In spite of existing stop-gap measures, the severe delays in processing EAD applications have resulted in work stoppages and unemployment for many applicants and U.S. businesses at a critical time for our nation’s economic recovery. As of now, for example, the “estimated time range” published on the government’s processing times website for an EAD to be issued to someone with a filed and pending adjustment of status application at the Texas Service Center is 14 to 18.5 months. In January 2017, the Department of Homeland Security eliminated the regulatory requirement that EADs should be adjudicated within 90 days and implemented a 180-day automatic extension following expiration for certain classes of EAD applicants, which unfortunately is no longer sufficient to provide relief.

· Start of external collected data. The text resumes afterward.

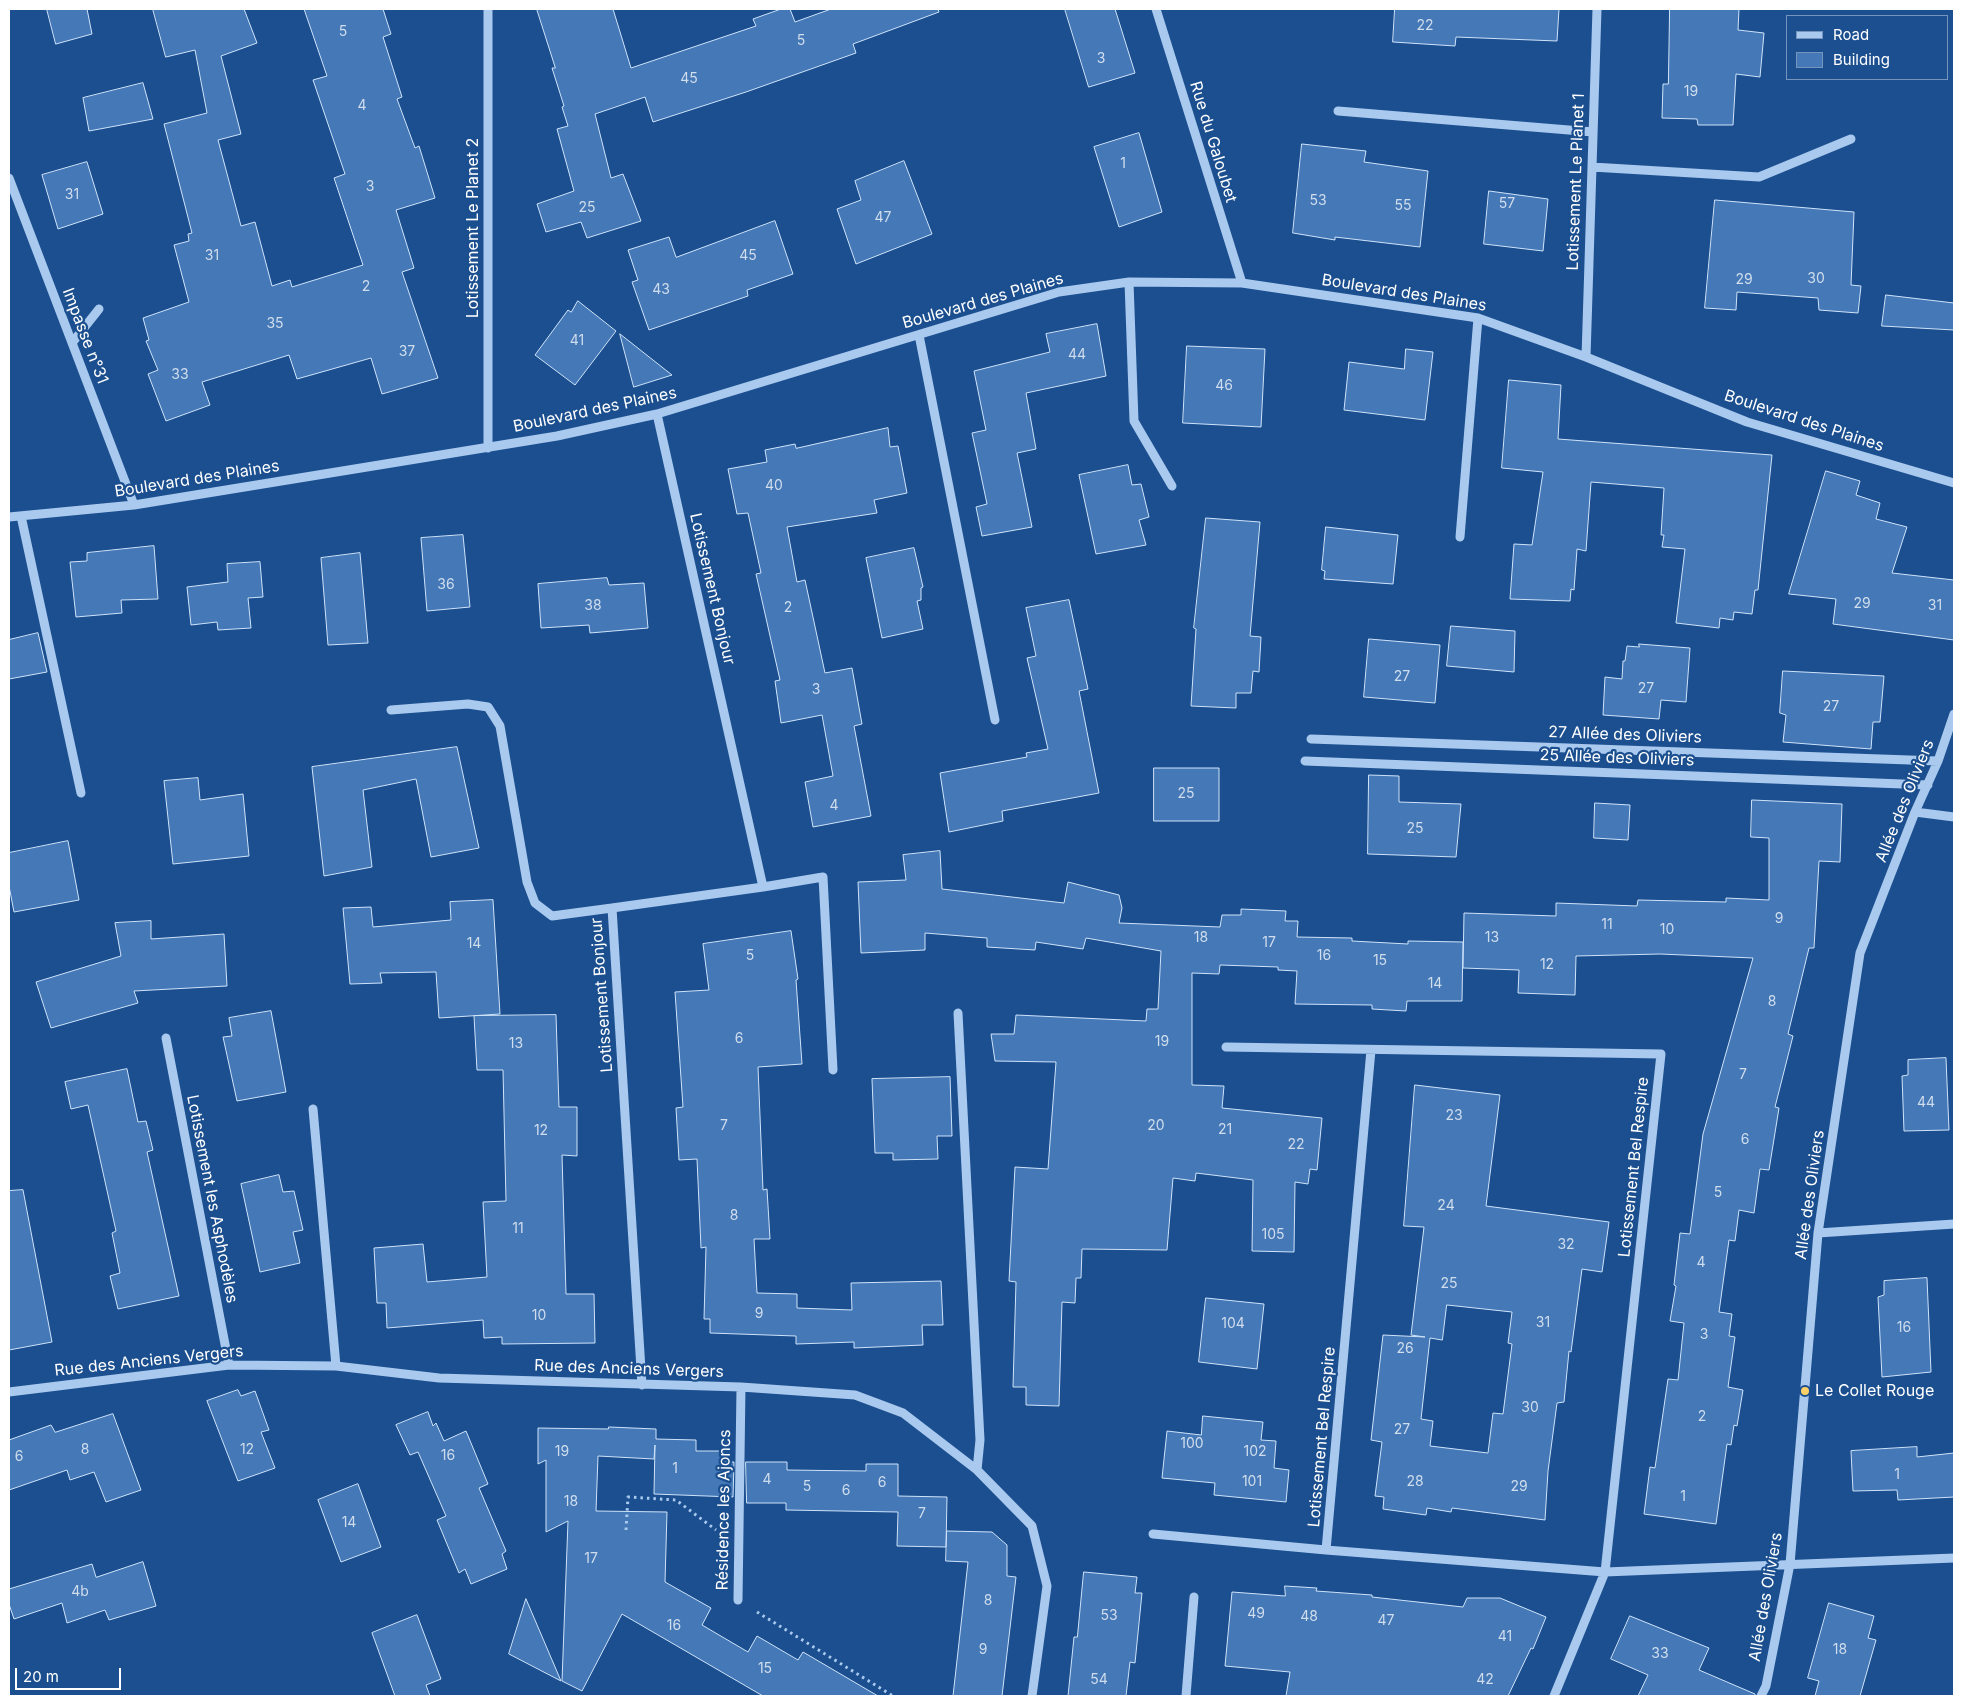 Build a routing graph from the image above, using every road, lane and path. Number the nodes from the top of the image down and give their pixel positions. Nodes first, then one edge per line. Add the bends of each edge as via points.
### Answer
1 (488, 9) edge
2 (1156, 9) edge
3 (1597, 9) edge
4 (1338, 110) dead end
5 (1593, 132) junction
6 (1851, 139) dead end
7 (1592, 167) junction
8 (9, 178) edge
9 (1129, 282) junction
10 (1242, 284) junction
11 (99, 310) dead end
12 (1478, 318) junction
13 (919, 335) junction
14 (72, 343) junction
15 (1586, 357) junction
16 (657, 414) junction
17 (488, 448) junction
18 (1954, 483) edge
19 (1172, 486) dead end
20 (134, 505) junction
21 (21, 516) junction
22 (9, 518) edge
23 (1460, 537) dead end
24 (390, 710) dead end
25 (1954, 714) edge
26 (995, 720) dead end
27 (1311, 739) dead end
28 (1305, 761) dead end
29 (1938, 761) junction
30 (1928, 785) junction
31 (82, 793) dead end
32 (1915, 812) junction
33 (1954, 816) edge
34 (763, 887) junction
35 (612, 908) junction
36 (958, 1013) dead end
37 (166, 1038) dead end
38 (1226, 1047) dead end
39 (1371, 1050) junction
40 (833, 1070) dead end
41 (313, 1109) dead end
42 (1954, 1224) edge
43 (1818, 1233) junction
44 (229, 1365) junction
45 (336, 1366) junction
46 (642, 1386) junction
47 (741, 1387) junction
48 (9, 1392) edge
49 (977, 1470) junction
50 (626, 1530) dead end
51 (1153, 1534) dead end
52 (738, 1546) junction
53 (1326, 1550) junction
54 (1954, 1558) edge
55 (1790, 1564) junction
56 (1605, 1572) junction
57 (1194, 1597) dead end
58 (738, 1600) joint
59 (892, 1696) edge
60 (1032, 1696) edge
61 (1186, 1696) edge
62 (1554, 1696) edge
63 (1761, 1696) edge

1 - 17 street, Lotissement Le Planet 2
2 - 10 street, Rue du Galoubet
3 - 5 street, Lotissement Le Planet 1
4 - 5 street
5 - 7 street, Lotissement Le Planet 1
6 - 7 street via 1759,178
7 - 15 street, Lotissement Le Planet 1
8 - 14 street, Impasse n°31
9 - 10 street, Boulevard des Plaines
9 - 13 street, Boulevard des Plaines via 1059,292
9 - 19 street via 1134,421
10 - 12 street, Boulevard des Plaines
11 - 14 street
12 - 15 street, Boulevard des Plaines
12 - 23 street
13 - 16 street, Boulevard des Plaines
13 - 26 street
14 - 20 street, Impasse n°31
15 - 18 street, Boulevard des Plaines via 1747,422
16 - 17 street, Boulevard des Plaines
16 - 34 street, Lotissement Bonjour
17 - 20 street, Boulevard des Plaines
20 - 21 street, Boulevard des Plaines
21 - 22 street, Boulevard des Plaines
21 - 31 street
24 - 35 street via 468,704 488,708 500,726 527,882 535,904 552,916
25 - 29 street, Allée des Oliviers
27 - 29 street, 27 Allée des Oliviers
28 - 30 street, 25 Allée des Oliviers
29 - 30 street, Allée des Oliviers
30 - 32 street, Allée des Oliviers
32 - 33 street
32 - 43 street, Allée des Oliviers via 1860,953
34 - 35 street, Lotissement Bonjour
34 - 40 street via 823,877
35 - 46 street, Lotissement Bonjour
36 - 49 street via 980,1440
37 - 44 street, Lotissement les Asphodèles
38 - 39 street, Lotissement Bel Respire
39 - 53 street, Lotissement Bel Respire
39 - 56 street, Lotissement Bel Respire via 1662,1054
41 - 45 street
42 - 43 street
43 - 55 street, Allée des Oliviers
44 - 45 street, Rue des Anciens Vergers
44 - 48 street, Rue des Anciens Vergers
45 - 46 street, Rue des Anciens Vergers via 439,1378
46 - 47 street, Rue des Anciens Vergers
47 - 49 street, Rue des Anciens Vergers via 855,1395 902,1413
47 - 52 street, Résidence les Ajoncs
49 - 60 street, Rue des Anciens Vergers via 1032,1526 1047,1586
50 - 52 path via 628,1497 676,1500
51 - 53 street
52 - 58 street, Résidence les Ajoncs
53 - 56 street, Lotissement Bel Respire
54 - 55 street, Lotissement Bel Respire
55 - 56 street, Lotissement Bel Respire
55 - 63 street, Allée des Oliviers via 1766,1686
56 - 62 street, Lotissement Bel Respire
57 - 61 street
58 - 59 path, Résidence les Ajoncs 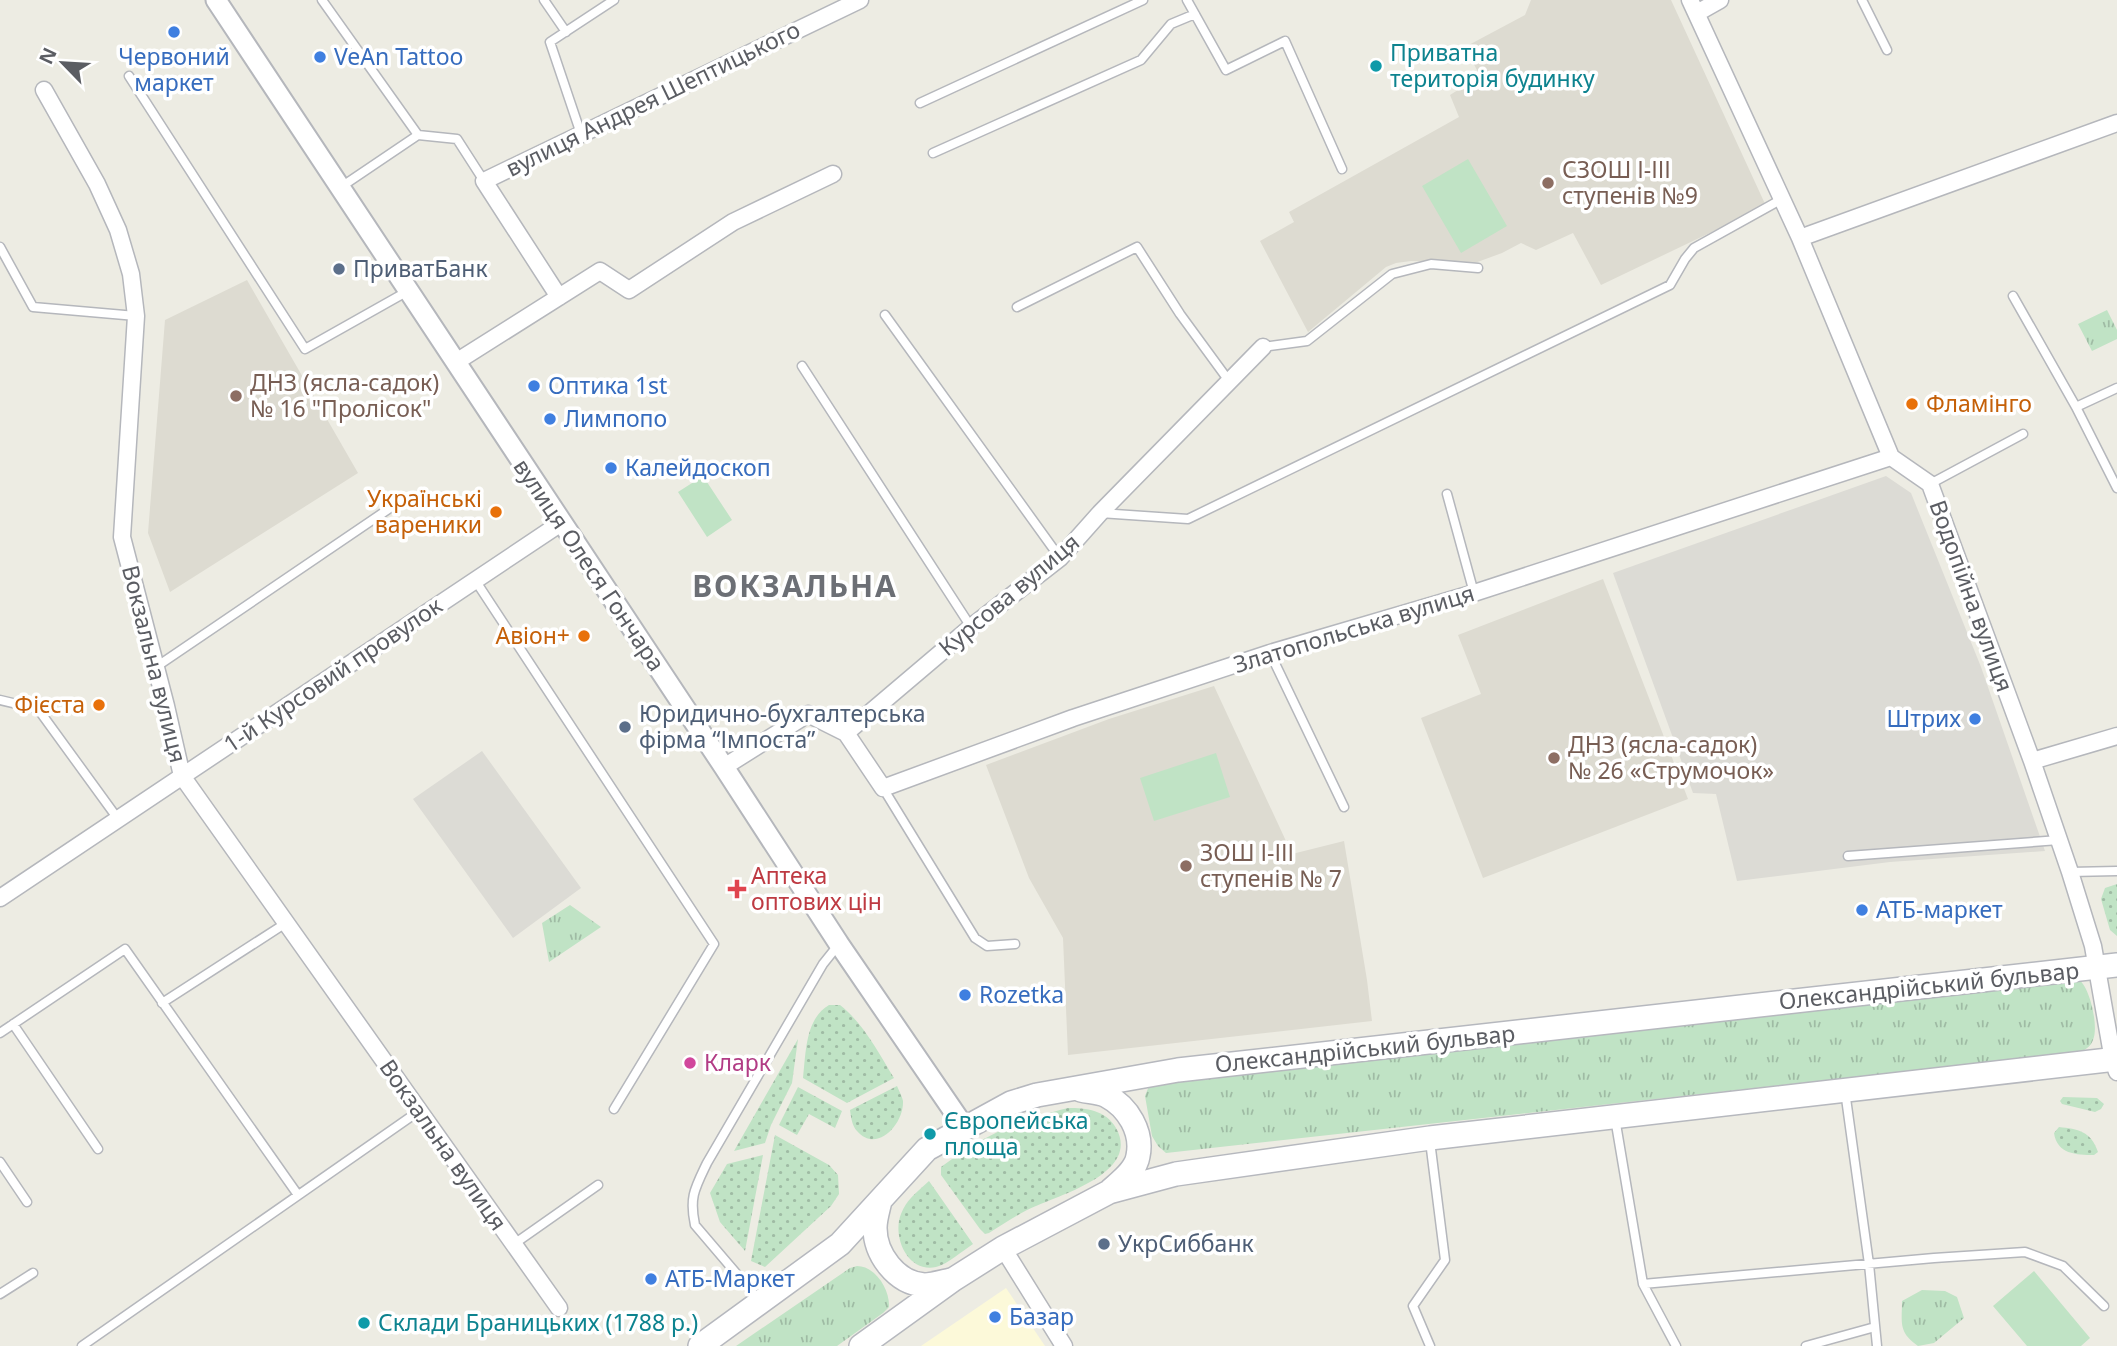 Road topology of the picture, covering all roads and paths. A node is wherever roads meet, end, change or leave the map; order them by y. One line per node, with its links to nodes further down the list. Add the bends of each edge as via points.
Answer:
1 (216, 0): 24 (street, вулиця Олеся Гончара)
2 (322, 0): 19 (lane)
3 (544, 0): 12 (lane)
4 (614, 0): 12 (lane)
5 (860, 0): 18 (street, вулиця Андрея Шептицького)
6 (1143, 0): 16 (lane)
7 (1187, 0): 11 (lane)
8 (1720, 0): 10 (street)
9 (1862, 0): 13 (lane)
10 (1694, 6): 25 (street)
11 (1195, 14): 20 (lane, via 1171,24 1141,60); 21 (lane, via 1226,70 1284,41)
12 (566, 32): 18 (lane, via 550,42)
13 (1887, 50)
14 (129, 76): 29 (lane, via 305,349)
15 (44, 90): 34 (street, Вокзальна вулиця, via 118,230 131,274)
16 (919, 103)
17 (2117, 123): 26 (street)
18 (581, 134): 23 (street, вулиця Андрея Шептицького)
19 (418, 135): 23 (lane, via 457,139); 24 (lane)
20 (933, 153)
21 (1342, 169)
22 (833, 174): 31 (street, via 733,222 629,290 600,271)
23 (484, 181): 31 (street)
24 (341, 187): 29 (street, вулиця Олеся Гончара)
25 (1782, 199): 26 (street); 47 (lane, via 1694,248 1670,285 1188,519)
26 (1800, 238): 42 (street)
27 (0, 247): 34 (lane, via 33,307)
28 (1478, 268): 35 (lane, via 1431,264 1392,274 1307,341)
29 (408, 291): 36 (street, вулиця Олеся Гончара)
30 (2013, 296): 40 (lane)
31 (559, 297): 36 (street)
32 (1017, 307): 38 (lane, via 1137,247)
33 (885, 315): 49 (lane)
34 (136, 316): 54 (street, Вокзальна вулиця, via 122,537)
35 (1264, 347): 38 (street, Курсова вулиця)
36 (456, 362): 48 (street, вулиця Олеся Гончара)
37 (802, 366): 52 (lane)
38 (1228, 381): 47 (street, Курсова вулиця)
39 (2117, 388): 40 (lane)
40 (2076, 407): 44 (lane)
41 (2023, 434): 43 (lane)
42 (1891, 457): 43 (street, Водопійна вулиця); 51 (street, Златопольська вулиця)
43 (1930, 484): 58 (street, Водопійна вулиця)
44 (2117, 488)
45 (1447, 494): 51 (lane)
46 (393, 506): 54 (lane)
47 (1100, 513): 49 (street, Курсова вулиця)
48 (561, 523): 50 (street, 1-й Курсовий провулок); 59 (street, вулиця Олеся Гончара)
49 (1060, 558): 52 (street, Курсова вулиця)
50 (475, 580): 60 (street, 1-й Курсовий провулок); 79 (lane, via 714,944)
51 (1474, 593): 53 (street, Златопольська вулиця)
52 (971, 627): 56 (street, Курсова вулиця)
53 (1270, 653): 61 (street, Златопольська вулиця, via 1073,718); 62 (lane)
54 (156, 667): 60 (street, Вокзальна вулиця)
55 (0, 700): 63 (lane, via 38,709)
56 (846, 733): 59 (street, via 808,714); 61 (street)
57 (2117, 736): 58 (street)
58 (2032, 761): 64 (street, Водопійна вулиця)
59 (724, 766): 70 (street, вулиця Олеся Гончара)
60 (182, 776): 63 (street, 1-й Курсовий провулок); 69 (street, Вокзальна вулиця)
61 (883, 788): 71 (lane, via 975,938 988,946)
62 (1344, 807)
63 (118, 819): 68 (street, 1-й Курсовий провулок)
64 (2059, 840): 65 (lane); 67 (street, Водопійна вулиця)
65 (1848, 856)
66 (2117, 871): 67 (lane)
67 (2070, 872): 72 (street, Водопійна вулиця, via 2093,946)
68 (0, 898)
69 (286, 923): 73 (lane); 80 (street, Вокзальна вулиця)
70 (839, 944): 82 (street, вулиця Олеся Гончара); 98 (lane, via 823,964 693,1192 695,1225)
71 (1015, 944)
72 (2107, 966): 76 (street, Водопійна вулиця); 77 (main road, Олександрійський бульвар, via 1159,1072)
73 (162, 1003): 74 (lane, via 125,949); 88 (lane)
74 (13, 1024): 75 (lane); 84 (lane)
75 (0, 1033)
76 (2116, 1064): 78 (main road)
77 (1070, 1088): 82 (main road, Олександрійський бульвар, via 1011,1103); 87 (main road, via 1105,1095 1124,1107 1134,1123 1139,1157)
78 (1845, 1091): 81 (main road); 93 (lane)
79 (614, 1109)
80 (419, 1111): 88 (lane); 91 (street, Вокзальна вулиця)
81 (1615, 1118): 83 (main road); 96 (lane)
82 (965, 1128): 89 (main road, Олександрійський бульвар, via 927,1149)
83 (1430, 1139): 87 (main road, via 1188,1172); 106 (lane, via 1445,1260 1413,1306)
84 (98, 1149)
85 (0, 1162): 90 (lane)
86 (598, 1185): 91 (lane)
87 (1109, 1192): 92 (main road)
88 (298, 1195): 102 (lane)
89 (880, 1201): 95 (main road, via 874,1225 876,1243 890,1268 909,1282 926,1285); 98 (main road, Олександрійський бульвар, via 840,1244)
90 (27, 1202)
91 (514, 1244): 100 (street, Вокзальна вулиця)
92 (1003, 1248): 95 (main road); 105 (street)
93 (1869, 1264): 96 (lane); 99 (lane, via 2025,1252 2063,1266); 101 (lane)
94 (33, 1273): 97 (lane)
95 (954, 1279): 104 (main road)
96 (1643, 1284): 107 (lane)
97 (0, 1294)
98 (761, 1303): 103 (main road, Олександрійський бульвар)
99 (2104, 1306)
100 (559, 1308)
101 (1875, 1326): 108 (lane); 109 (lane)
102 (82, 1346)
103 (700, 1346)
104 (861, 1346)
105 (1064, 1346)
106 (1430, 1346)
107 (1676, 1346)
108 (1806, 1346)
109 (1877, 1346)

The new, temporary final rule: For EAD applicants in a category that is already eligible for an automatic extension of work authorization based on timely filed application, in addition to the 180 day automatic extension of work authorization, applicants will be eligible for a further 360 days, for a total of up to 540 days beyond the expiration of a facially-valid EAD. This temporary rule and extended period of automatic authorization will remain in place for 18 months after publication.

To qualify, the applicant must already hold an EAD in one of the eligible categories and must submit the extension application prior to expiration under a matching category (with the exception of certain TPS beneficiaries/pending applicants) prior to October 27, 2023, at which time the rule will revert to allowing only for a 180-day automatic extension of work authorization. The rule is also retroactive, to the extent that anyone with a timely-filed and pending EAD extension who is qualified for, and has already surpassed, the 180-day automatic extension period but who remains within 540 days past their EAD expiration may immediately return to work. The automatic extension of work authorization ends either at the time a final decision is made on the renewal application or at the end of the 540-day period, whichever comes first.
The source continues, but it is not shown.